February 26, 2011 3:45pm
Subscribe [2]#1 / Feb 26, 2011 3:45pm
In the Blacklist/Whitelist module for EE 1.6x, what is the meaning of blacklisting URLs or URL fragments? Which of the fields are being scanned for these blacklisted URLs? The referrer data? The comment data? For user-input comment data, which ones (the location field, source URL field, name field, comment text field) are being scanned?
#2 / Feb 28, 2011 1:24am
P.J.,
ExpressionEngine BL/WL module will deny or delete a comment, trackback, referrer, or other posted information. For your user input comment data it would be all fields. Whatever is posted from the form. It examines what has been posted.
Does that help?
#3 / Feb 28, 2011 3:17pm
To clarify with an example…
One of the spammers keep entering a spamming URL (using some variants each time) into the name or location field in the comments to my posts: sometimes with or without the “www.”, sometimes with or without “http”, and sometimes with or without a backslash.
For example, if the URL I want to block is www [dot] spammer [dot] com, can I enter spammer [dot].com into the URL field in the blacklist module to block any comment when this URL is entered into the name or location field?
Also, what will the spammers see when this is triggered? Do they see a message page with a system message? Do they see a blank page? I clicked on the button to allow the blacklist module to edit the htaccess file. Will this change what the spammers see?
#4 / Mar 01, 2011 3:58am
P.J.,
One of the spammers keep entering a spamming URL (using some variants each time) into the name or location field in the comments to my posts: sometimes with or without the “www.”, sometimes with or without “http”, and sometimes with or without a backslash.
URLs or URL fragments can be placed here, with each entry on a separate line. For instance, you could specify http://www.spam-king.com and EE would match any incoming URLs from that domain to block. Likewise, you could specify simply the word spam and EE would match any URL that contained that word, whether it was “www.spam-king.com” or “www.i-eat-spam.com”.
For example, if the URL I want to block is www [dot] spammer [dot] com, can I enter spammer [dot].com into the URL field in the blacklist module to block any comment when this URL is entered into the name or location field?
It doesnt’ need to be the name or comment field like I said it just has to be posted through EE. It can be any field
Also, what will the spammers see when this is triggered?
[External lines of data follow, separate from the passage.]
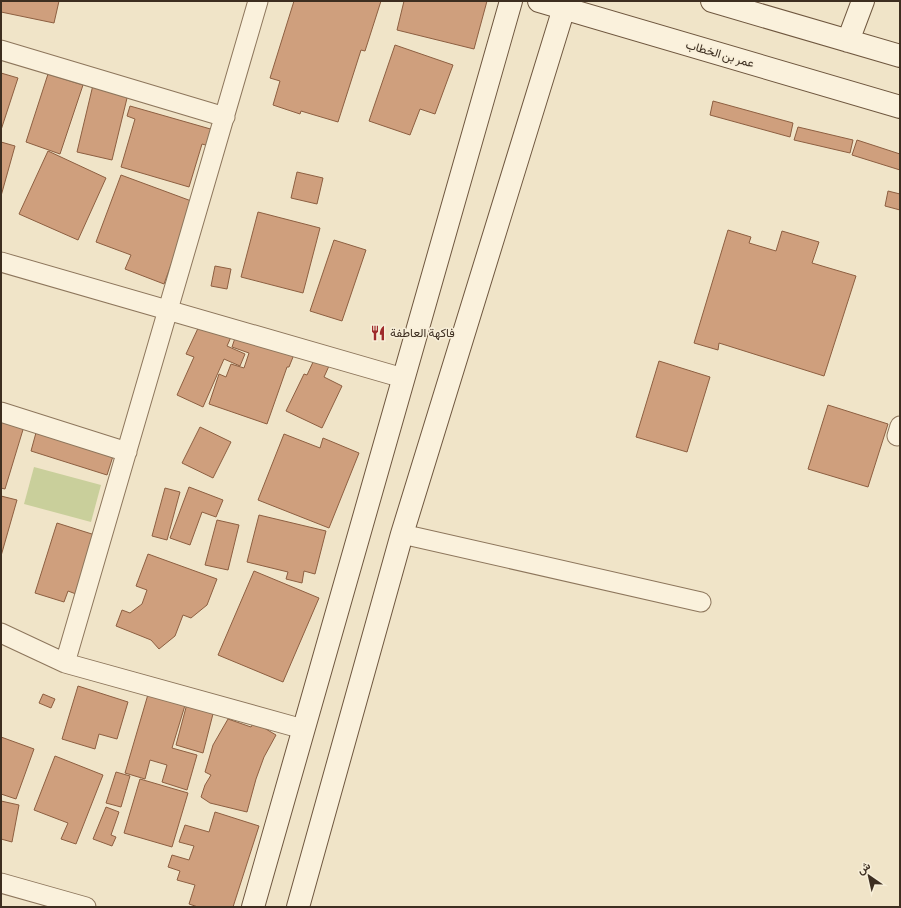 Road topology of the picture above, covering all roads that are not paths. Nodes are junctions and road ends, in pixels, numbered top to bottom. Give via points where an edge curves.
1 (258, 1) edge
2 (511, 1) edge
3 (539, 1) edge
4 (712, 1) edge
5 (863, 1) edge
6 (563, 5) edge
7 (848, 41) junction
8 (1, 50) edge
9 (898, 50) edge
10 (900, 107) edge
11 (225, 117) junction
12 (1, 262) edge
13 (168, 312) junction
14 (403, 378) junction
15 (1, 412) edge
16 (127, 452) junction
17 (402, 534) junction
18 (701, 602) dead end
19 (1, 633) edge
20 (65, 663) junction
21 (303, 729) junction
22 (1, 883) edge
23 (86, 907) edge
24 (253, 907) edge
25 (298, 907) edge

1 - 11 street
2 - 14 street
3 - 6 street, عمر بن الخطاب
4 - 7 street
5 - 7 street
6 - 10 street, عمر بن الخطاب
6 - 17 street
7 - 9 street
8 - 11 street
11 - 13 street
12 - 13 street
13 - 14 street
13 - 16 street
14 - 21 street
15 - 16 street
16 - 20 street
17 - 18 street
17 - 25 street
19 - 20 street
20 - 21 street
21 - 24 street
22 - 23 street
Do they see a message page with a system message?
Yes exactly
I clicked on the button to allow the blacklist module to edit the htaccess file. Will this change what the spammers see?
Writing to a htaccess file means spammers are blocked from seeing your site completely
#5 / Mar 01, 2011 12:39pm
Thanks for the clarification.
It seems that if I want the spammer to see my error page, I should include the spamming URL in the blacklist but NOT write the spamming URL to the .htaccess file. Am I correct?
If I enable blacklist to write to the .htaccess file, and the spammer is completely blocked from accessing my site entirely, what HTTP code will be returned to the spammer’s browser? Is it a 401 or 404?
#6 / Mar 02, 2011 10:18am
Hi, PJ.
I’ve always written the blacklist to the .htaccess file.
You could certainly attempt to test this yourself with a bogus site name.